┌────────
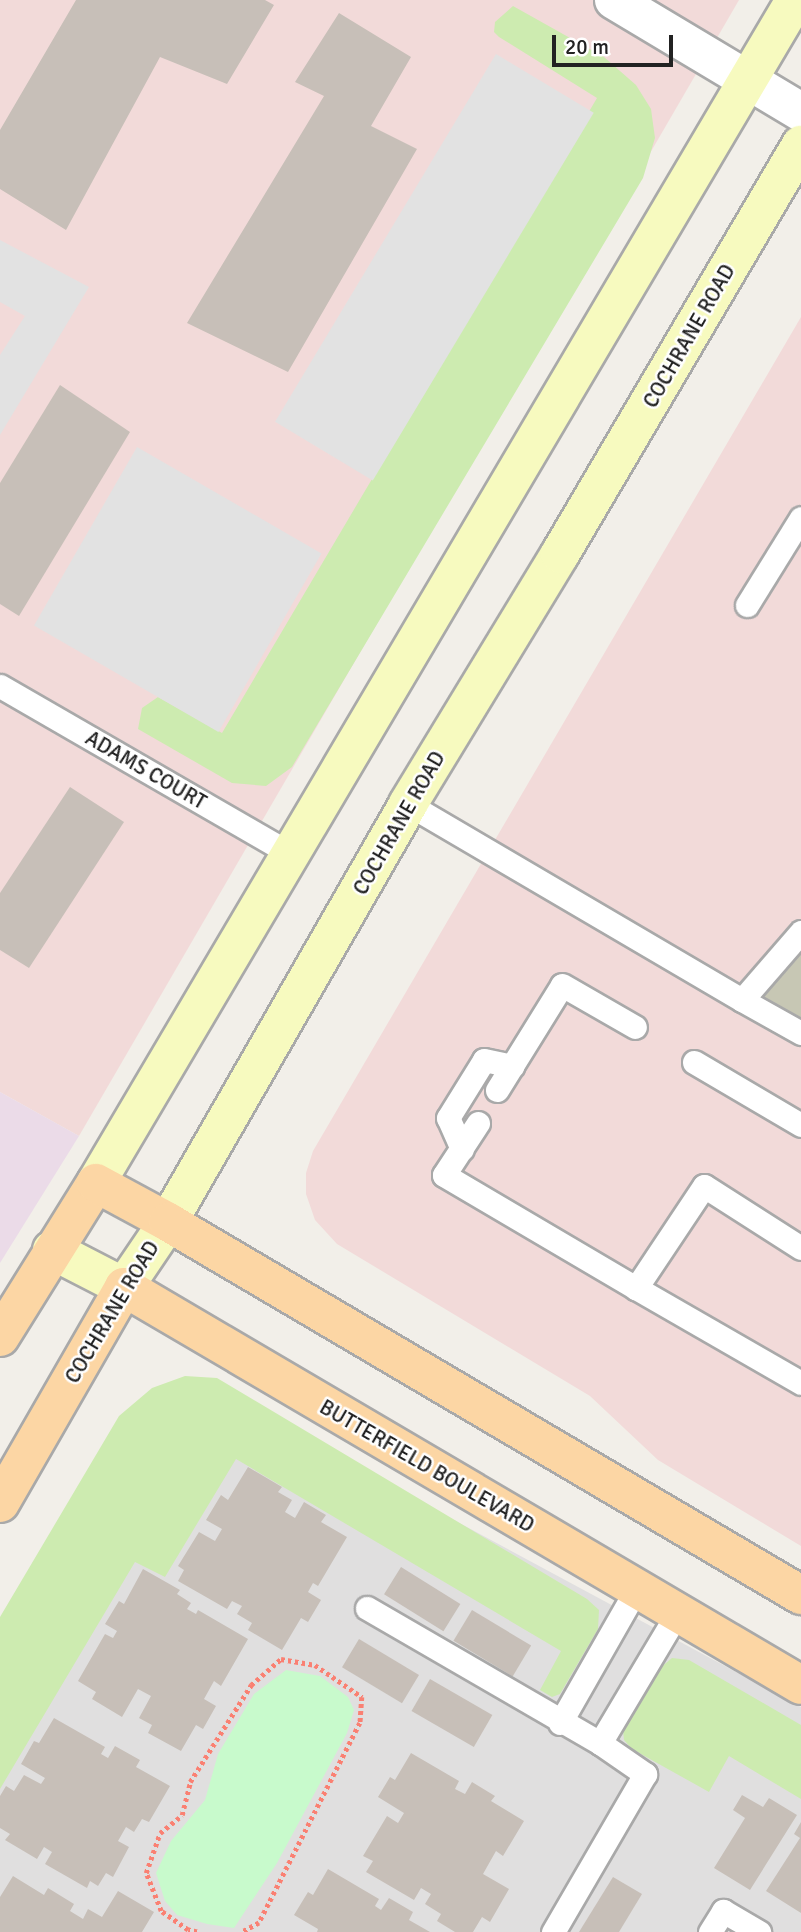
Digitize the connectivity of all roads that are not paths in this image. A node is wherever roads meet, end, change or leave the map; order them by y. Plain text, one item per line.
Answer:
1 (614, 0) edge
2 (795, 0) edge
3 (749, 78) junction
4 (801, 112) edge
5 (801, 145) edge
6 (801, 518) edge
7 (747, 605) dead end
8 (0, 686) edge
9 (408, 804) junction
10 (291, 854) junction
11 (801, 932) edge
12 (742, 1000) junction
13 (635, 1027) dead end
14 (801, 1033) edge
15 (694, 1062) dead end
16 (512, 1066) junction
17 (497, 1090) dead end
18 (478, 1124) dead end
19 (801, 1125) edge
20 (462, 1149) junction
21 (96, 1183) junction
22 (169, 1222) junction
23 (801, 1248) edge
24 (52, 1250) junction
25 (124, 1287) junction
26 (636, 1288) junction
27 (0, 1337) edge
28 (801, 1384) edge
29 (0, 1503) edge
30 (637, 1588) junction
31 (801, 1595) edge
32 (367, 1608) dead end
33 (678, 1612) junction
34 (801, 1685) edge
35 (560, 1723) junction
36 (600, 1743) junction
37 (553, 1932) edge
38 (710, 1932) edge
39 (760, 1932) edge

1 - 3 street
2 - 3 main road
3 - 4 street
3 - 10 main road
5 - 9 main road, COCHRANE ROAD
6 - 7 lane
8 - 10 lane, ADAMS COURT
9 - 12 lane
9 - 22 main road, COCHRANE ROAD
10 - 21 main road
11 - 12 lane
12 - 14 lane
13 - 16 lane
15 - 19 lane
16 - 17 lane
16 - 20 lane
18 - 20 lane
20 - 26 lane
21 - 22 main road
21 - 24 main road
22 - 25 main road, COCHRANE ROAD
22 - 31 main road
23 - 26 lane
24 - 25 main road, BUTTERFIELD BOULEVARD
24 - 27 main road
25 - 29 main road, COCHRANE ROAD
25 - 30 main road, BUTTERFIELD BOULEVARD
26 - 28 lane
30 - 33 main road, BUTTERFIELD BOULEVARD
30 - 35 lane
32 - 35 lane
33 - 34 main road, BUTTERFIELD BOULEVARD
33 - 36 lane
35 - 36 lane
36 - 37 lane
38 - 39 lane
└────────
Would you print all of the material exactly as written, minus the pictures?

Digitize the connectivity of all roads that are not paths in this image. A node is wherever roads meet, end, change or leave the map; order them by y. Plain text, one item per line.
Answer:
1 (614, 0) edge
2 (795, 0) edge
3 (749, 78) junction
4 (801, 112) edge
5 (801, 145) edge
6 (801, 518) edge
7 (747, 605) dead end
8 (0, 686) edge
9 (408, 804) junction
10 (291, 854) junction
11 (801, 932) edge
12 (742, 1000) junction
13 (635, 1027) dead end
14 (801, 1033) edge
15 (694, 1062) dead end
16 (512, 1066) junction
17 (497, 1090) dead end
18 (478, 1124) dead end
19 (801, 1125) edge
20 (462, 1149) junction
21 (96, 1183) junction
22 (169, 1222) junction
23 (801, 1248) edge
24 (52, 1250) junction
25 (124, 1287) junction
26 (636, 1288) junction
27 (0, 1337) edge
28 (801, 1384) edge
29 (0, 1503) edge
30 (637, 1588) junction
31 (801, 1595) edge
32 (367, 1608) dead end
33 (678, 1612) junction
34 (801, 1685) edge
35 (560, 1723) junction
36 (600, 1743) junction
37 (553, 1932) edge
38 (710, 1932) edge
39 (760, 1932) edge

1 - 3 street
2 - 3 main road
3 - 4 street
3 - 10 main road
5 - 9 main road, COCHRANE ROAD
6 - 7 lane
8 - 10 lane, ADAMS COURT
9 - 12 lane
9 - 22 main road, COCHRANE ROAD
10 - 21 main road
11 - 12 lane
12 - 14 lane
13 - 16 lane
15 - 19 lane
16 - 17 lane
16 - 20 lane
18 - 20 lane
20 - 26 lane
21 - 22 main road
21 - 24 main road
22 - 25 main road, COCHRANE ROAD
22 - 31 main road
23 - 26 lane
24 - 25 main road, BUTTERFIELD BOULEVARD
24 - 27 main road
25 - 29 main road, COCHRANE ROAD
25 - 30 main road, BUTTERFIELD BOULEVARD
26 - 28 lane
30 - 33 main road, BUTTERFIELD BOULEVARD
30 - 35 lane
32 - 35 lane
33 - 34 main road, BUTTERFIELD BOULEVARD
33 - 36 lane
35 - 36 lane
36 - 37 lane
38 - 39 lane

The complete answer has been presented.